Walter Wiliams (Brian Donlevy) is a successful, happily married businessman; he has just won an argument with his board over the purchase of some factories and wants his wife Irene (Helen Walker) to join him on a short business trip with a layover vacation in Lake Tahoe. She stays behind with a toothache, and we soon discover that she's stayed behind to plot with her lover Jim to murder Walter on the road, then meet Jim at a nearby motel. Irene phones Walter and asks him to pick up Jim (claiming he's her cousin), who is stranded with car trouble. Walter does, and Jim manages to knock him out with a wrench and toss his body down a hill. Unluckily, Jim takes off on the mountain road and collides head-on into a truck, dying in a fiery explosion. Meanwhile, Walter comes to, in a rather woozy state, and hitches a ride on a moving van. When the wreck is discovered, the police assume that the charred remains in the car are Walter's. Walter, eventually realizing what the plan was, wanders about and winds up in Larkspur, Idaho where he meets Marsha (Ella Raines), an attractive female car mechanic, gets hired as an assistant, and even moves into her family's home as a boarder. He tells no one about his past but collects newspaper stories about his supposed death, and eventually about the arrest of Irene for his murder. When he tells Marsha the truth, she encourages him to resurface to save his wife, but when he does, his wife finds a way to put the blame on him for Jim's death, and for plotting to kill her as well. Only one person can clear him: Irene's maid Sui Lin (Anna May Wong), who has seemingly vanished. 

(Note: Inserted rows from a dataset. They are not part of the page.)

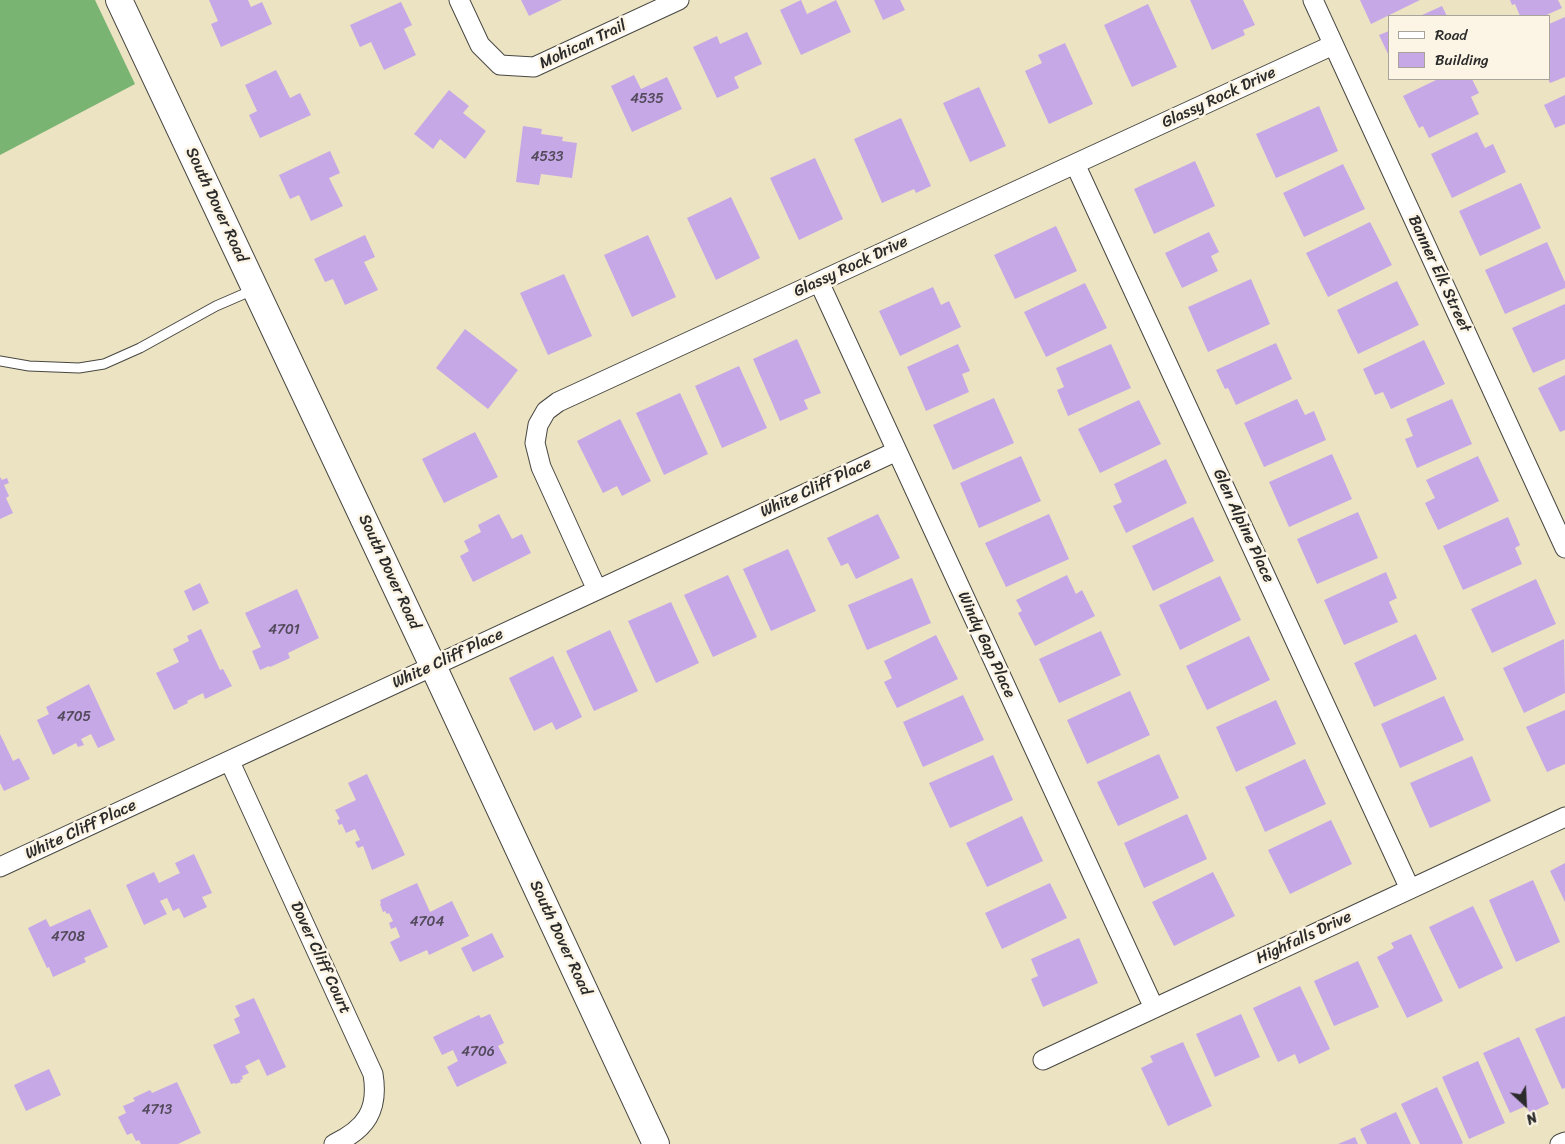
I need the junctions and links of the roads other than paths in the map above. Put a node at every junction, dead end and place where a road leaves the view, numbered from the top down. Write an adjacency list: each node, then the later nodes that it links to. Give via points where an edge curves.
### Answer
1 (119, 0): 8 (street, South Dover Road)
2 (459, 0): 3 (street, Mohican Trail, via 480,45 500,65 534,68)
3 (679, 0)
4 (1313, 0): 5 (street, Banner Elk Street)
5 (1333, 44): 6 (street, Glassy Rock Drive); 11 (street, Banner Elk Street)
6 (1076, 164): 7 (street, Glassy Rock Drive); 17 (street, Glen Alpine Place)
7 (819, 282): 10 (street, Windy Gap Place); 12 (street, Glassy Rock Drive, via 558,402 546,411 538,425 535,443 541,467)
8 (255, 289): 9 (lane, via 104,364 79,368); 13 (street, South Dover Road)
9 (0, 361)
10 (896, 451): 12 (street, White Cliff Place); 18 (street, Windy Gap Place)
11 (1565, 548)
12 (596, 590): 13 (street, White Cliff Place)
13 (433, 666): 14 (street, White Cliff Place); 22 (street, South Dover Road)
14 (230, 762): 16 (street, White Cliff Place); 21 (street, Dover Cliff Court, via 373,1074 375,1088 370,1114 356,1132)
15 (1565, 817): 17 (street, Highfalls Drive)
16 (0, 867)
17 (1410, 889): 18 (street, Highfalls Drive)
18 (1154, 1008): 19 (street, Highfalls Drive)
19 (1043, 1060)
20 (1565, 1142): 23 (street)
21 (334, 1144)
22 (656, 1144)
23 (1560, 1144)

This film noir plays out like a variation on the mistaken identity trope, with a couple of plotholes. It's unclear how long, if at all, the traumatized Walter might have actually had amnesia right after the accident, a claim he makes to the cop but which might just be a story to buy him more time. It's also never explained what Irene thinks when Jim doesn't show up for their rendezvous after the attempt on Walter's life. Otherwise, this is a moderately engrossing noir, though Donlevy is a bit on the stodgy, boring side which rather dissipates some of the tension. Raines and Walker are both fine, and Charles Coburn (pictured with Walker) effectively plays against type as the chief cop trying to figure out if Walter is guilty or not. Wong is her usual stiff, artificial self but that kind of works with her character. There is some nice, if limited, location shooting on the streets of San Francisco. I suspect in six months, little about this movie will remain vivid in my memory, but I don't feel bad for having seen it. [TCM]

1 comment:

dfordoom said...

I will never understand the fuss people make about Anna May Wong. She really couldn't act.